[pg 82]

Men and women grumbled at leaving so rich and beautiful a land lying waste. None had seen a country more supremely attractive. Emotions of tenderness, of sadness, also came to many. Nostalgia was not yet shaken off. This strained condition of nerves, combined with the trail hardships, produced the physical irritation which is inevitable in all amateur pioneer work. Confusions, discordances, arising over the most trifling circumstances, grew into petulance, incivility, wrangling and intrigue, as happened in so many other earlier caravans. In the Babel-like excitement of the morning catch-up, amid the bellowing and running of the cattle evading the yoke, more selfishness, less friendly accommodation now appeared, and men met without speaking, even this early on the road.
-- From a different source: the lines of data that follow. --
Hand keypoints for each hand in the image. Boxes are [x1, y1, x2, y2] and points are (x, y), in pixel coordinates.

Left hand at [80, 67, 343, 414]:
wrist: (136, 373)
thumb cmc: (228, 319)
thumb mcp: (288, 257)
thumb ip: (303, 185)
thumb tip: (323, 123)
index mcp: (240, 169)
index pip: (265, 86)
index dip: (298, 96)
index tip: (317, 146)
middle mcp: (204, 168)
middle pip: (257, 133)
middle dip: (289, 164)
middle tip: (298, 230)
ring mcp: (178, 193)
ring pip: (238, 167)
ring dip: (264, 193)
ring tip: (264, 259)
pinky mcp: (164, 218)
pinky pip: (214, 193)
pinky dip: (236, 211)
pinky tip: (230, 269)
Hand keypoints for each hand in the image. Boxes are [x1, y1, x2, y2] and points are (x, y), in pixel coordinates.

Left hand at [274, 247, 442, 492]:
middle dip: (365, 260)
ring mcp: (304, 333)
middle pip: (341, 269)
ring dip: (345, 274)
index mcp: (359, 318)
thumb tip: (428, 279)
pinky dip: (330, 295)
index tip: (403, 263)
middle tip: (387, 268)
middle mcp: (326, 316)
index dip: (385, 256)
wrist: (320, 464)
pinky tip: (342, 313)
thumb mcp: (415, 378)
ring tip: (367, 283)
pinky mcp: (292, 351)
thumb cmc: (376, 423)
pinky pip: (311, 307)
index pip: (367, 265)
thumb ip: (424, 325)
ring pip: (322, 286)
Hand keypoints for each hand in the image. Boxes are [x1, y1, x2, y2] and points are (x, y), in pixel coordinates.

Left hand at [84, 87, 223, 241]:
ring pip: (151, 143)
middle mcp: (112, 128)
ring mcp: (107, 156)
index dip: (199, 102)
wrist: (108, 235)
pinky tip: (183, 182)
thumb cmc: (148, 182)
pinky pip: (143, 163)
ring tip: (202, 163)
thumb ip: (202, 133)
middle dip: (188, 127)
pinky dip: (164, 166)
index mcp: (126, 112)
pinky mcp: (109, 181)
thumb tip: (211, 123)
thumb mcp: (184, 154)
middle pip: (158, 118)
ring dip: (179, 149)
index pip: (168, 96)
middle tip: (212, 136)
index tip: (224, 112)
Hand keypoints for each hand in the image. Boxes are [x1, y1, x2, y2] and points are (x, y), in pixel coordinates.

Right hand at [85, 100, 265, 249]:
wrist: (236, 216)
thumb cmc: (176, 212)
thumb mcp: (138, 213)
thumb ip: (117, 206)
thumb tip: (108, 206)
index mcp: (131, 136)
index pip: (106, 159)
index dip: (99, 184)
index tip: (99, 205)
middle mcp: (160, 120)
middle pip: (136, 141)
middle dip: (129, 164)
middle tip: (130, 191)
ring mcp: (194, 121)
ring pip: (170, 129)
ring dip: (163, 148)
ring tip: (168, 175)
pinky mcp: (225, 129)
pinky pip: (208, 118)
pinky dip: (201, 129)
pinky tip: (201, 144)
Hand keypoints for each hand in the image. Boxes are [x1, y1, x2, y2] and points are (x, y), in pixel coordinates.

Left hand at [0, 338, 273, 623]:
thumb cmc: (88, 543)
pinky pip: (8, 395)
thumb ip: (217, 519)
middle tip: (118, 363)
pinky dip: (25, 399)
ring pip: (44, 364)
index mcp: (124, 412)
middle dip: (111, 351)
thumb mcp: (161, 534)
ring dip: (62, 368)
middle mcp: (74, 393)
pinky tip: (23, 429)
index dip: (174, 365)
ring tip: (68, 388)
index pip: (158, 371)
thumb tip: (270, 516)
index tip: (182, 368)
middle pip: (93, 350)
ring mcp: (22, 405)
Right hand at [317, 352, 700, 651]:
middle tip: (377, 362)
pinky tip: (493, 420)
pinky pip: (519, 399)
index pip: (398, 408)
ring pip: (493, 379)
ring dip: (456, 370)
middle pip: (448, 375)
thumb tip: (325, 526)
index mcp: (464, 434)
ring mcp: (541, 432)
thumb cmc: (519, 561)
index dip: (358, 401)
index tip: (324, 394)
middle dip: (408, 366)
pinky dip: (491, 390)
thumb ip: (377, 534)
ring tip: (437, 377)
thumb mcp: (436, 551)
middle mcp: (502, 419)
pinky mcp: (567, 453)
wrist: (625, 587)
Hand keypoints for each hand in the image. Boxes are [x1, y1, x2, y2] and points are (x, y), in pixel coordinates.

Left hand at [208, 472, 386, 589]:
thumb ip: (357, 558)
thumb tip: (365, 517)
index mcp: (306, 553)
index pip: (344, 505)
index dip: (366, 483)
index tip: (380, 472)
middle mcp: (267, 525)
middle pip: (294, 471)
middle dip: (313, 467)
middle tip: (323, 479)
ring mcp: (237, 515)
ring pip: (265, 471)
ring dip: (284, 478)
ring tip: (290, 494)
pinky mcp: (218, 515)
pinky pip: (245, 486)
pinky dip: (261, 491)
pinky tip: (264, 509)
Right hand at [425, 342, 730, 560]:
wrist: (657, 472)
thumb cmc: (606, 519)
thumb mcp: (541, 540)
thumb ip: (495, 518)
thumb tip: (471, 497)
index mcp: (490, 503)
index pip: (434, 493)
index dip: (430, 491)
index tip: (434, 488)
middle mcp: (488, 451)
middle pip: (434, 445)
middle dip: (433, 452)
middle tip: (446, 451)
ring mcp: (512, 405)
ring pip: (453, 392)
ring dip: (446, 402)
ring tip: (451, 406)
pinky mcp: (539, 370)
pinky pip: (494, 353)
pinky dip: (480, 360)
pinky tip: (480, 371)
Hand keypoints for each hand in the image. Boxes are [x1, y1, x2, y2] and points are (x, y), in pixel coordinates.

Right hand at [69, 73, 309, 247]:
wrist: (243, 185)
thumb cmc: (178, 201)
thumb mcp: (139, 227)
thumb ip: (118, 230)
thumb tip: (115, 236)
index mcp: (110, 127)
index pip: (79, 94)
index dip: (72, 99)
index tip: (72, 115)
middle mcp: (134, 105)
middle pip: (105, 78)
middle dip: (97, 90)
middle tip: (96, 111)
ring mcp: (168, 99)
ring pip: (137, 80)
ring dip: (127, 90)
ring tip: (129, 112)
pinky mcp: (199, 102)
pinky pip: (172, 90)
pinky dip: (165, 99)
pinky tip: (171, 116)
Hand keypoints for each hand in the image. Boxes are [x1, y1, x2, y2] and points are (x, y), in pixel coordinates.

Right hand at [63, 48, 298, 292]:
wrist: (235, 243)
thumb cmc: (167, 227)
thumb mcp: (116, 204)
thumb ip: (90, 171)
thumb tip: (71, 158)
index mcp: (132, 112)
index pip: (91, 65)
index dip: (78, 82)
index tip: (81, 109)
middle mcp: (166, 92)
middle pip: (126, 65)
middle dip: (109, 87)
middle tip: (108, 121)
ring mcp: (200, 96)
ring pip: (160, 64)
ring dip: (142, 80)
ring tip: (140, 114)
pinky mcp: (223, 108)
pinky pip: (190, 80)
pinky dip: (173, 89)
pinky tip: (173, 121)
The idea of four parallel columns had long since been discarded. They broke formation, and at times the long caravan, covering the depressions and eminences of the prairie, wound along in mile-long detachments, each of which hourly grew more surly and more independent. Overdriven oxen now began to drop. By the time the prairies proper were reached more than a score of oxen had died. They were repeating trail history as recorded by the travelers of that day.

[pg 83]

Personal and family problems also made divisions more natural. Many suffered from ague; fevers were very common. An old woman past seventy died one night and was buried by the wayside the next day. Ten days after the start twins were born to parents moving out to Oregon. There were numbers of young children, many of them in arms, who became ill. For one or other cause, wagons continually were dropping out. It was difficult for some wagons to keep up, the unseasoned oxen showing distress under loads too heavy for their draft. It was by no means a solid and compact army, after all, this west-bound wave of the first men with plows. All these things sat heavily on the soul of Jesse Wingate, who daily grew more morose and grim.

As the train advanced bands of antelope began to appear. The striped prairie gophers gave place to the villages of countless barking prairie dogs, curious to the eyes of the newcomers. At night the howling and snarling of gray wolves now made regular additions to the coyote chorus and the voices of the owls and whippoorwills. Little by little, day by day, civilization was passing, the need for organization daily became more urgent. Yet the original caravan had split practically into three divisions within a hundred and fifty miles from the jump-off, although the bulk of the train hung to Wingate's company and began to shake down, at least into a sort of tolerance.

[pg 84]

Granted good weather, as other travelers had written, it was indeed impossible to evade the sense of exhilaration in the bold, free life. At evening encampment the scene was one worthy of any artist of all the world. The oblong of the wagon park, the white tents, the many fires, made a spectacle of marvelous charm and power. Perhaps within sight, at one time, under guard for the evening feed on the fresh young grass, there would be two thousand head of cattle. In the wagon village men, women and children would be engaged as though at home. There was little idleness in the train, and indeed there was much gravity and devoutness in the personnel. At one fireside the young men might be roaring "Old Grimes is dead, that good old man," or "Oh, then, Susannah"; but quite as likely close at hand some family group would be heard in sacred hymns. A strange envisagement it all made, in a strange environment, a new atmosphere, here on the threshold of the wilderness.[1]